Oct. 14, 2013 at 4:26 PM ET
Brown marmorated stink bugs—whose shield-shaped bodies you may be all too familiar with these days if you live in certain areas of the country—aren't dangerous but they're a serious nuisance. And if you've ever tried to crush one, you already know how they earned their name. Keep the pests out of the house this season with these 5 easy and natural ways.
Use a handheld vacuum with a wand attachment. Just make sure you use a vacuum with a bag, and then dispose of the bag immediately, according to American Pest. Some people with severe afflictions in their homes like to have a dedicated handheld vacuum just for this purpose.
Combine 32 ounces of hot water and three quarters cup of dishwashing liquid. Use the solution to spray the outside of your home, focusing on cracks where the bugs might enter, according to Mother Nature Network.
Ironically you might say, stink bugs don't like the smell of garlic, and tend to stay out of the way when the stuff is in the area. That's why you might try mixing four teaspoons garlic powder with two cups of water in a spray bottle, which you can use to spray your plants and soil and around your home, according to Nature Hacks. (And if you too hate garlic, you may have substituted one stink for another!) Mint works for similar reasons, so you can combine mint oil with water in a spray bottle and use the same way. Note these methods only keep stink bugs away, and don't kill them.

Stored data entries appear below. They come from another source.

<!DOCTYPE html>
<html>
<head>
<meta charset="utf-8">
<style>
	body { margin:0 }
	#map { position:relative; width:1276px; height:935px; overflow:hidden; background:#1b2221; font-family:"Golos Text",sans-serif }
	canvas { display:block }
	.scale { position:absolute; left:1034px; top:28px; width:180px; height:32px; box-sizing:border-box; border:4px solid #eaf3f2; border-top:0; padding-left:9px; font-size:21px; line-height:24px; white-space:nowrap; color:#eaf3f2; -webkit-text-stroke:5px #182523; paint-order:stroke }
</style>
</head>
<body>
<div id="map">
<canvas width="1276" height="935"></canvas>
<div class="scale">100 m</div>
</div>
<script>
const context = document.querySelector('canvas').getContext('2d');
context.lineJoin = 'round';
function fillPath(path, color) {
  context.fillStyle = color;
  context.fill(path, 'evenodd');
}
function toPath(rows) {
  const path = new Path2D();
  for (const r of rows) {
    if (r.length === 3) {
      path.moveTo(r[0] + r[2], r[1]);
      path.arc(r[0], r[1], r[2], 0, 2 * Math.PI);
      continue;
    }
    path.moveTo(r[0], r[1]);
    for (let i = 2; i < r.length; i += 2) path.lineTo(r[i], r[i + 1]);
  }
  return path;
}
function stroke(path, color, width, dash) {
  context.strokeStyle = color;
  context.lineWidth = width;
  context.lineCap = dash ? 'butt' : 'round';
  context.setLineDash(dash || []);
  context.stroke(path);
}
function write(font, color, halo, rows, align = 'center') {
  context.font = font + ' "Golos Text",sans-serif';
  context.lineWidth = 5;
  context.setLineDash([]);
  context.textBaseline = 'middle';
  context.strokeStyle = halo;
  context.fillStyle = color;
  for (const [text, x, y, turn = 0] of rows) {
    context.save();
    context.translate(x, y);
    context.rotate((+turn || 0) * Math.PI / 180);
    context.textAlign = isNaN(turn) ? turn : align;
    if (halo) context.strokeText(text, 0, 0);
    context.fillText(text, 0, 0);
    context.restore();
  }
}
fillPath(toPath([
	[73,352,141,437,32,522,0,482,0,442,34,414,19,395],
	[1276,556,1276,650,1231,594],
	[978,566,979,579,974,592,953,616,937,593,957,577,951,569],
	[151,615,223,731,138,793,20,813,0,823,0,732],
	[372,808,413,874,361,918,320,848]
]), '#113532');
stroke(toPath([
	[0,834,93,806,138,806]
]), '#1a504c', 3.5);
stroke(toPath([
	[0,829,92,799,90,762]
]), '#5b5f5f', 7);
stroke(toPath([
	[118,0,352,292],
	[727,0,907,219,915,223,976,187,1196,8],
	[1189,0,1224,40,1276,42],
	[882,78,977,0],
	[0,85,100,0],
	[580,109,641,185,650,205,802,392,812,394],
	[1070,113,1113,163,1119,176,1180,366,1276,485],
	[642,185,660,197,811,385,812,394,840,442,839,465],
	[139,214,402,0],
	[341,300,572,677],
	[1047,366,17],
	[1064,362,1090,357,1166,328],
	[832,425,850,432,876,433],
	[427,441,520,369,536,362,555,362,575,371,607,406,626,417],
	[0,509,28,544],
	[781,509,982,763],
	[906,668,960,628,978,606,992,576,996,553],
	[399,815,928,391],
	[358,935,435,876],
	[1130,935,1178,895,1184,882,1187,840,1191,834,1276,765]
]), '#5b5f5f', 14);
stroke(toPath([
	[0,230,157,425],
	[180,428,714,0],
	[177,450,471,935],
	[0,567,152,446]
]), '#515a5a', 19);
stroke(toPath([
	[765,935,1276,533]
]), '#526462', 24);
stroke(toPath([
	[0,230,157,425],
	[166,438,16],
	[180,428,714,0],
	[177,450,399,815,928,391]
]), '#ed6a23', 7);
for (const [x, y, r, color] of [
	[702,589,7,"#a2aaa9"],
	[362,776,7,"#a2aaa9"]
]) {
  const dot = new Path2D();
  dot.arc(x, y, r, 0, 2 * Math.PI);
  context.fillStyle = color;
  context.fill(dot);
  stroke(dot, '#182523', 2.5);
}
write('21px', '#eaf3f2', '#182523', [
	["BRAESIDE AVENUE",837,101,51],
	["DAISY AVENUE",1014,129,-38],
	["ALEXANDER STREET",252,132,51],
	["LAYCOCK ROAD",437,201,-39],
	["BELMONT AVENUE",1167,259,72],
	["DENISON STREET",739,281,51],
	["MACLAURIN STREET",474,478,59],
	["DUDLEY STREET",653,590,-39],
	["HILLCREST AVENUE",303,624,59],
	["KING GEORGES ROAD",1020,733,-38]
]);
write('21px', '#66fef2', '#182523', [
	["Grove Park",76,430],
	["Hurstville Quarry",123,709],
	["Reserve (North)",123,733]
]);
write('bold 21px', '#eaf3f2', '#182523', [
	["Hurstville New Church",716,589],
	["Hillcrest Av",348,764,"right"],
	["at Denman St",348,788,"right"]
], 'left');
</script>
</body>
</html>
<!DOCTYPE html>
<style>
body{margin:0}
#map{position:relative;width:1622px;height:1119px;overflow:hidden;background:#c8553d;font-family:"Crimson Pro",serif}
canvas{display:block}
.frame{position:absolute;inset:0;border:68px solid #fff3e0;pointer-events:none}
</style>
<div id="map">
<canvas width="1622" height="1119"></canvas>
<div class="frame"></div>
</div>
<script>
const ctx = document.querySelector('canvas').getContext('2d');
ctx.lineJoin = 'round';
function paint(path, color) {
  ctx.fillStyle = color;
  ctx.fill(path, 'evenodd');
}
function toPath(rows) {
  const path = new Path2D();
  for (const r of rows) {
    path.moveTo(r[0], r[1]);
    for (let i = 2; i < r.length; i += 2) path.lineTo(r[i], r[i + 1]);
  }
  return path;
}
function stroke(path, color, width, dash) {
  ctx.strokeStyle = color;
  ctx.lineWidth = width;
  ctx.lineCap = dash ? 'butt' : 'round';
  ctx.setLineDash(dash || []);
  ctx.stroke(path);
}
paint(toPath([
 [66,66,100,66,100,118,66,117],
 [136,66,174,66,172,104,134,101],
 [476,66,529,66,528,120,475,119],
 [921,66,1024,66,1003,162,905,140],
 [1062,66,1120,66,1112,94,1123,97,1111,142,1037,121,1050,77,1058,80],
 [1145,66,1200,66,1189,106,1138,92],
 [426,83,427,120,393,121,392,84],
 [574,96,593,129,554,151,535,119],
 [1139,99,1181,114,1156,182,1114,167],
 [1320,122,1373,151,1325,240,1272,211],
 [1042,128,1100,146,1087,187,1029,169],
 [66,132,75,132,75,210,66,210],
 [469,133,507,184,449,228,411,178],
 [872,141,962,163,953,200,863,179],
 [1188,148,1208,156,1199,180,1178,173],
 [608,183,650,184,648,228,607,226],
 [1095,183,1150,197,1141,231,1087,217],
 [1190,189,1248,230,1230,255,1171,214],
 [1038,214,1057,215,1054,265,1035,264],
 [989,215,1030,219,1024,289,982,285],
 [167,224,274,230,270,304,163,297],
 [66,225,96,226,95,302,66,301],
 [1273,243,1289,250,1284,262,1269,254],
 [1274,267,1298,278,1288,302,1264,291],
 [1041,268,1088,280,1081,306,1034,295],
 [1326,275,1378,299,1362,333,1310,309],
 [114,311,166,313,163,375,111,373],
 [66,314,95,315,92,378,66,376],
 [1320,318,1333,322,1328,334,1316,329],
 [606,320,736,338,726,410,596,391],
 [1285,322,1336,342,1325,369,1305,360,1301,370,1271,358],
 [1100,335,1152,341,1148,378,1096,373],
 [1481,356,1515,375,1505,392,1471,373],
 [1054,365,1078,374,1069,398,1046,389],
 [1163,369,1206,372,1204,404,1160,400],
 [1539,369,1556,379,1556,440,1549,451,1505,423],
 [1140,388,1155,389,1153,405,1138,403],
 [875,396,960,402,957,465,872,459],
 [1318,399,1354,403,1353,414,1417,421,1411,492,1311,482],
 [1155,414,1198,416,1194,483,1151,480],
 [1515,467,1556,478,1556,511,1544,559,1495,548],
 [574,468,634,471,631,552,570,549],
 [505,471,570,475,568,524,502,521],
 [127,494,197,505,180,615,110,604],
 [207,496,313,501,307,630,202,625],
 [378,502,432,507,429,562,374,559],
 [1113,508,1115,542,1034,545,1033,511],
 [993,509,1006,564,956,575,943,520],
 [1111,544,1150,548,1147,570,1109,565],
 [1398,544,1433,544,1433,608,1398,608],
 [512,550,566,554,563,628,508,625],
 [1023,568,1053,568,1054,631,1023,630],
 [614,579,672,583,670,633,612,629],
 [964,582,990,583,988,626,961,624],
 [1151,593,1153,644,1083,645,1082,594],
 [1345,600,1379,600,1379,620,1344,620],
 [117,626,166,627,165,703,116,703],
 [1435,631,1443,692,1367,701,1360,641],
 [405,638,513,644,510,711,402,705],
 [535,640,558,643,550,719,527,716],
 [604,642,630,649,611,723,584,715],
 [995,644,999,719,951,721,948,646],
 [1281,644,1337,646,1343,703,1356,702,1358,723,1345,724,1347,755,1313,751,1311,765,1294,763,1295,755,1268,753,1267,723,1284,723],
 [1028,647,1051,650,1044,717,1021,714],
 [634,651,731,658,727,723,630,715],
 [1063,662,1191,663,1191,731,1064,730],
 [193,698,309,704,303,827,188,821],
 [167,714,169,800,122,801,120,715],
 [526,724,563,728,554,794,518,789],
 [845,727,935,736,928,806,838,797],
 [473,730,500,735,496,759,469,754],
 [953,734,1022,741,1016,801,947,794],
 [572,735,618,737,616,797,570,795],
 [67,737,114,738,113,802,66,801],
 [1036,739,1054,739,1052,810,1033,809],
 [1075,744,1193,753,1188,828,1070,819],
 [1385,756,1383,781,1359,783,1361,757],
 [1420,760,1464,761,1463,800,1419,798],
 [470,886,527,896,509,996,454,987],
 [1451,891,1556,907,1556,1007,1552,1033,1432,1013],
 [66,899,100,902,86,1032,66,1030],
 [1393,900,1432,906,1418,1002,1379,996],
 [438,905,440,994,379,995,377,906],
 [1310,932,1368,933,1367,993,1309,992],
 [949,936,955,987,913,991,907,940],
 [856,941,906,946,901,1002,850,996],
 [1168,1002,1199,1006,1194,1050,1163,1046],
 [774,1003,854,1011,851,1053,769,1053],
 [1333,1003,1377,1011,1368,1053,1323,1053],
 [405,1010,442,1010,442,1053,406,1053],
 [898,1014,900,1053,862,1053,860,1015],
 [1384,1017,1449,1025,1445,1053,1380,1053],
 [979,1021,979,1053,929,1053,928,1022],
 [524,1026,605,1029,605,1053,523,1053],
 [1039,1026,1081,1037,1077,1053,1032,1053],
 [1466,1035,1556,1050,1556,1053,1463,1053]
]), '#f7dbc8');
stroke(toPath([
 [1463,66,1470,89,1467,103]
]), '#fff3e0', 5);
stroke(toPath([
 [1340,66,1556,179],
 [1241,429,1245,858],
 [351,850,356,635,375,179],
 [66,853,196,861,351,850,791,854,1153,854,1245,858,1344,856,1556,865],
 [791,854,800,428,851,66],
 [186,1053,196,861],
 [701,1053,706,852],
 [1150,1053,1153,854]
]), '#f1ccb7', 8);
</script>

Mike Raupp at the University of Maryland Extension Service suggests making a super easy trap for catching stink bugs in your home. Just take a water bottle, cut off the top, and invert it before placing it inside the bottle. You've created a funnel that can catch the bugs on the lip of the bottle—and you never have to touch them. To stay green and save water, don't flush what you caught in the trap down the toilet. Instead, Raupp suggests freezing them in a plastic bag in your freezer (if that's not too gross for you)!
Check around your house for places that stink bugs might be coming in, and fortify any problem areas you find. For instance, Raupp suggests damaged or out of place weatherstripping can be an entry point—and that's a pretty easy fix. Another simple and cheap solution? Caulk or cover air conditioner units, Raupp says.